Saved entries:

==*==

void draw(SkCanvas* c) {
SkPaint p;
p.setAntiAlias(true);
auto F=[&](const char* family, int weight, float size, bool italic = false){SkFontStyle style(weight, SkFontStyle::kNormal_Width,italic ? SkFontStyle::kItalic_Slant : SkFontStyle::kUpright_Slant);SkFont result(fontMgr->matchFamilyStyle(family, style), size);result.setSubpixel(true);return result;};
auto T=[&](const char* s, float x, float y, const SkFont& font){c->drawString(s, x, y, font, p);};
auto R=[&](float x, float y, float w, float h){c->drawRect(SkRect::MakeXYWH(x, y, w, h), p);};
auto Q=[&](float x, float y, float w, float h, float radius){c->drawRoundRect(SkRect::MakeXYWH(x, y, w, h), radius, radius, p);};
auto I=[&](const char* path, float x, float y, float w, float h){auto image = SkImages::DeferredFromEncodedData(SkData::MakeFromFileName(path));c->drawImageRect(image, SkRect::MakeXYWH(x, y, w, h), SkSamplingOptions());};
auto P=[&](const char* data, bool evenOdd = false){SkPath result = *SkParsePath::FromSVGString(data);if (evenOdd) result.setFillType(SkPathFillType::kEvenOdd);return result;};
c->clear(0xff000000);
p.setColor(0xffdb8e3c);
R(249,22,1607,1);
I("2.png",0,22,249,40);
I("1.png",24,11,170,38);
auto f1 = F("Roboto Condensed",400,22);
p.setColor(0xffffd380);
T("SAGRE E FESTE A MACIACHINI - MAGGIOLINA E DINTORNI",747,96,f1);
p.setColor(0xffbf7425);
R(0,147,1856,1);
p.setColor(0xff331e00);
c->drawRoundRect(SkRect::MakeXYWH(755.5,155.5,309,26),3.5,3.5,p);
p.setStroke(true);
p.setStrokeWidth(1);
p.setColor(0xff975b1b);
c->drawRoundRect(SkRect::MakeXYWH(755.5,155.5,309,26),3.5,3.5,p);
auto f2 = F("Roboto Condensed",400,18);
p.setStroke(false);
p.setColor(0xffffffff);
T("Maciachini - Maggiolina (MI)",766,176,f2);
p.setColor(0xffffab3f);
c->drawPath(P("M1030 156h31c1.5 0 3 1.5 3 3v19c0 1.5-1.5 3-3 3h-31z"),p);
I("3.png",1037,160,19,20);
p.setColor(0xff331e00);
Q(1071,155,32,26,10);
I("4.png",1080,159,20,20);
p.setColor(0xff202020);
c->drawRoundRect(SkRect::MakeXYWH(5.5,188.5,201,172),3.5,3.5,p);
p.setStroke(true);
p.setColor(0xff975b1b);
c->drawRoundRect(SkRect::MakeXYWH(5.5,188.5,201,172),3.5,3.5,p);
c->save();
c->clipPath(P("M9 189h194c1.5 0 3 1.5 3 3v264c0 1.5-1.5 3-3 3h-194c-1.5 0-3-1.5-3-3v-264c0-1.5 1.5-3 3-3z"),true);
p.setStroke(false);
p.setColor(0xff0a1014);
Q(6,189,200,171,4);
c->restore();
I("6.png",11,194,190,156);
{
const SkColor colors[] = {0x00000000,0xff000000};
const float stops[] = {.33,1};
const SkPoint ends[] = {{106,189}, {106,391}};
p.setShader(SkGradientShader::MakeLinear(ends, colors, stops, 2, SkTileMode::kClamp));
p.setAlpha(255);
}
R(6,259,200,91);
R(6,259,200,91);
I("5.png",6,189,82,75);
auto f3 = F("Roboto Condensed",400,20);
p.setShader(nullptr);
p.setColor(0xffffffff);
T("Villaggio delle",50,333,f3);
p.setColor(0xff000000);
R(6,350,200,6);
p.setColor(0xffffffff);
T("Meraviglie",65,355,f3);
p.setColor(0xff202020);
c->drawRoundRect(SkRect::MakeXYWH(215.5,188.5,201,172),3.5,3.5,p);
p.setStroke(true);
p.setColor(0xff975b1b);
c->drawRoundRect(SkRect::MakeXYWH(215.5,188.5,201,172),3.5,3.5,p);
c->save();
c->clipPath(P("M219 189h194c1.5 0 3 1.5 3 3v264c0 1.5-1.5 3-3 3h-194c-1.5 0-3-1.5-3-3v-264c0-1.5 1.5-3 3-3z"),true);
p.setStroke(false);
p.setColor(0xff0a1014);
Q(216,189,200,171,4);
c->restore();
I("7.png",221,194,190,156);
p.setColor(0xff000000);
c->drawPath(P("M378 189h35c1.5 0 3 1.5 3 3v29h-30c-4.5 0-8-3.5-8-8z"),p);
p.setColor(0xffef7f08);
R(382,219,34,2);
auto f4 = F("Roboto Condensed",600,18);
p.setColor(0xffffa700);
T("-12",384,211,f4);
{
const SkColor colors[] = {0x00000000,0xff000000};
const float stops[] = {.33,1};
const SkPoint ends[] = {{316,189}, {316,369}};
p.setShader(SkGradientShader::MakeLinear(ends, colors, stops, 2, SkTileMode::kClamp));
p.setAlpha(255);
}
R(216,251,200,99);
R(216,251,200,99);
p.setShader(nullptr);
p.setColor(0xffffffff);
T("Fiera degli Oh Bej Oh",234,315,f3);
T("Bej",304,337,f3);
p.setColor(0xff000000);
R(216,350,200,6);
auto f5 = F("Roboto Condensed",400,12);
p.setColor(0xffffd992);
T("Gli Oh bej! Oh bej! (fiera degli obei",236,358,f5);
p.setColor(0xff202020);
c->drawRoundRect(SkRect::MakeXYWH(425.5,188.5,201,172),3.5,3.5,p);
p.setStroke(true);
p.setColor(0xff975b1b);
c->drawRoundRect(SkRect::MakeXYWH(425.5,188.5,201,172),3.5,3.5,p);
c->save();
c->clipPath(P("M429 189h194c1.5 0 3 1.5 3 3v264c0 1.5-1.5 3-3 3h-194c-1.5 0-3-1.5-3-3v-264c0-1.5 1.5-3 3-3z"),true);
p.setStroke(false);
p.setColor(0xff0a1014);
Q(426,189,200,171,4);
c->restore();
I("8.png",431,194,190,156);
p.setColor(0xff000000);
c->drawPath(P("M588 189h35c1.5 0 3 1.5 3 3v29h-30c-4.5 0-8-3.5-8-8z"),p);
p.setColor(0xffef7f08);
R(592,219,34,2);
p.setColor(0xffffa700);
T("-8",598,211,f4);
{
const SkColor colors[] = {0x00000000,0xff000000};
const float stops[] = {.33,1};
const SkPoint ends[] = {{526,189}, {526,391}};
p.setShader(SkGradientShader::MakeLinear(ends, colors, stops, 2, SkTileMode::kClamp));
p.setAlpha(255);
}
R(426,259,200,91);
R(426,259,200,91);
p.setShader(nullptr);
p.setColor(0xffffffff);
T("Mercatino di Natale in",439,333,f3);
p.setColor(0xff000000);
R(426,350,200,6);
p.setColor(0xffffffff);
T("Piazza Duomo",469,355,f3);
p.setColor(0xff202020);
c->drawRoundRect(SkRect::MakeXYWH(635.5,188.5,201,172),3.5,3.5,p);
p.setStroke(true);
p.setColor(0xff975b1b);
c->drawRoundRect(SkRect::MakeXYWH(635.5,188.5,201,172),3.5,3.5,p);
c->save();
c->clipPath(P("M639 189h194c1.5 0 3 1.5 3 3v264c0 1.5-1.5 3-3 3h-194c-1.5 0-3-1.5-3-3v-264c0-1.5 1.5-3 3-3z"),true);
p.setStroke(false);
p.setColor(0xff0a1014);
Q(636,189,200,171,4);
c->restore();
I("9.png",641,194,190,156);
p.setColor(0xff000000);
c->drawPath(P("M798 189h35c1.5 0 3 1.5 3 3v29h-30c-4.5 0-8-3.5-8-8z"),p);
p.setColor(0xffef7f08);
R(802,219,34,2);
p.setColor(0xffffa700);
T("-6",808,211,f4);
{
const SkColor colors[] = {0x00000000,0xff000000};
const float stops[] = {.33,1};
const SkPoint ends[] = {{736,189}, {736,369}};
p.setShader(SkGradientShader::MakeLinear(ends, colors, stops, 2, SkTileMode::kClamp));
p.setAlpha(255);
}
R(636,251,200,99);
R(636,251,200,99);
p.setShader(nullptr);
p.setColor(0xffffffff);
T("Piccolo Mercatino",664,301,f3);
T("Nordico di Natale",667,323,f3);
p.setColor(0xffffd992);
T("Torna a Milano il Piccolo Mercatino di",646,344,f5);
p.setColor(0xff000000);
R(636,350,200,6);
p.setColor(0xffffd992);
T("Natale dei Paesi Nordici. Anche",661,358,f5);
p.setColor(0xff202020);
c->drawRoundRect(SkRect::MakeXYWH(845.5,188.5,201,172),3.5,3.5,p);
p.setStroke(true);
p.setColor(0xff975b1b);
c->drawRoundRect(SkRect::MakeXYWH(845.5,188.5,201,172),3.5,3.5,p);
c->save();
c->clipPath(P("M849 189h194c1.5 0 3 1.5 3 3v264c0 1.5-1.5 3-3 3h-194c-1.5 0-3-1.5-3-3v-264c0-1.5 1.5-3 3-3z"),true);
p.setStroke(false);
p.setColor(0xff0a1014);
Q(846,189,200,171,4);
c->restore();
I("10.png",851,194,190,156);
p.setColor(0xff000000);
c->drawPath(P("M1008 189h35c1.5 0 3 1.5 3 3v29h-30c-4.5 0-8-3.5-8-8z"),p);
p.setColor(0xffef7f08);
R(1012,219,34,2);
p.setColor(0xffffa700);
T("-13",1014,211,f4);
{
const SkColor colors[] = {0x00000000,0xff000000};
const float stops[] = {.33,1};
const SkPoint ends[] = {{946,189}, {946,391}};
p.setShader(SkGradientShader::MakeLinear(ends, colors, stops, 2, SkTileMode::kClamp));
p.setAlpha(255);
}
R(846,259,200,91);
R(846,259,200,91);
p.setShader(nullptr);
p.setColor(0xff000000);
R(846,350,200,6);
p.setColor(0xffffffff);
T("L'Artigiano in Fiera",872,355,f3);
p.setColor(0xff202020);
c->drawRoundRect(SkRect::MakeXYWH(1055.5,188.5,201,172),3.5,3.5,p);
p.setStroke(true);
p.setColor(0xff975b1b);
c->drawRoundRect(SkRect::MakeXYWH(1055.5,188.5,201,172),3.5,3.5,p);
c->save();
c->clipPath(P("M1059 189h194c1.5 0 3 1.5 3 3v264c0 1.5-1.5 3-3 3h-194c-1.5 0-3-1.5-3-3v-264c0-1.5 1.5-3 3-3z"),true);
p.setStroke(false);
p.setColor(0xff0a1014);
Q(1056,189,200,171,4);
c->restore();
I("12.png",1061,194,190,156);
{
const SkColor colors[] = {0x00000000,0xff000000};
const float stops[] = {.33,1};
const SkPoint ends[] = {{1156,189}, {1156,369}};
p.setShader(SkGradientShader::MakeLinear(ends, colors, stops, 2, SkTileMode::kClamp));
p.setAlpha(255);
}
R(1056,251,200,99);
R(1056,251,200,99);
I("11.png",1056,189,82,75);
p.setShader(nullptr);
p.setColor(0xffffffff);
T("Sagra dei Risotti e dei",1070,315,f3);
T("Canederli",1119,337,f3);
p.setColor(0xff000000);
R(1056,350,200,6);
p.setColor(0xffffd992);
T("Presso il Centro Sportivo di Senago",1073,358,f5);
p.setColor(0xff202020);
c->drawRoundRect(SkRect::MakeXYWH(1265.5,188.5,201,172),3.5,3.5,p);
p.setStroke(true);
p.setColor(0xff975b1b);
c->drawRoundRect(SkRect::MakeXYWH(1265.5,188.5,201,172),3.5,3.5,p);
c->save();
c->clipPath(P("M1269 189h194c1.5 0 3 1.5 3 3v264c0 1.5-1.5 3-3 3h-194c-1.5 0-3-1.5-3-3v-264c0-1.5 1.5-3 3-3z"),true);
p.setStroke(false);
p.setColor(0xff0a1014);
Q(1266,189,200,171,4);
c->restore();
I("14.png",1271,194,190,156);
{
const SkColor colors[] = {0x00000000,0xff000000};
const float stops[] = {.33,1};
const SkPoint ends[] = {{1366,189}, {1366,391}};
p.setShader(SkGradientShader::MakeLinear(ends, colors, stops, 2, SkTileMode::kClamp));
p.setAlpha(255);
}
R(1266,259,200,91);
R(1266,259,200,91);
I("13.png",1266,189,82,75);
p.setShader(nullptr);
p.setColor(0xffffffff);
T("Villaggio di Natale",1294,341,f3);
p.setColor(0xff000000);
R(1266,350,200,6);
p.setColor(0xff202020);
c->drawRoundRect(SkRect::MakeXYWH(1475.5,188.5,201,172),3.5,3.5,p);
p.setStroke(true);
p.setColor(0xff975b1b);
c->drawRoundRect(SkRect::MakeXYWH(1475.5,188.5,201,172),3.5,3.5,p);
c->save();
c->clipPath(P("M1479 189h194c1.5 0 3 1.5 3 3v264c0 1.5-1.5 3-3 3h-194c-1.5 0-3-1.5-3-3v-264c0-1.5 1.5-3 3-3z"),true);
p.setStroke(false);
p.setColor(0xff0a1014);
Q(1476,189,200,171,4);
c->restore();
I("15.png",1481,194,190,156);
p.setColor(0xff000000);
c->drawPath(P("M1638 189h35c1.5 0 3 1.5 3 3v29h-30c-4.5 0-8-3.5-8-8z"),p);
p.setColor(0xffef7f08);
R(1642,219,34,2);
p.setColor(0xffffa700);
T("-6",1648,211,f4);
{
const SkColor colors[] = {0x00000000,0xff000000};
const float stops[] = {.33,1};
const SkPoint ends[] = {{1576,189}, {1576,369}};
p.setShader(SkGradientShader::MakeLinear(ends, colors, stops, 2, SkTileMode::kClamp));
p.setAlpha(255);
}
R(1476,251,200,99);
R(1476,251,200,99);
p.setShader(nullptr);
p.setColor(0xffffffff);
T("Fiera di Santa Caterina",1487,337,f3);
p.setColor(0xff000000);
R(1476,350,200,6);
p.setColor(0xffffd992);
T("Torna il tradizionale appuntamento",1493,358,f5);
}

==*==

What is required:
Identify the lines above that contain the word "Roboto", then copy them.

Your response:
auto f1 = F("Roboto Condensed",400,22);
auto f2 = F("Roboto Condensed",400,18);
auto f3 = F("Roboto Condensed",400,20);
auto f4 = F("Roboto Condensed",600,18);
auto f5 = F("Roboto Condensed",400,12);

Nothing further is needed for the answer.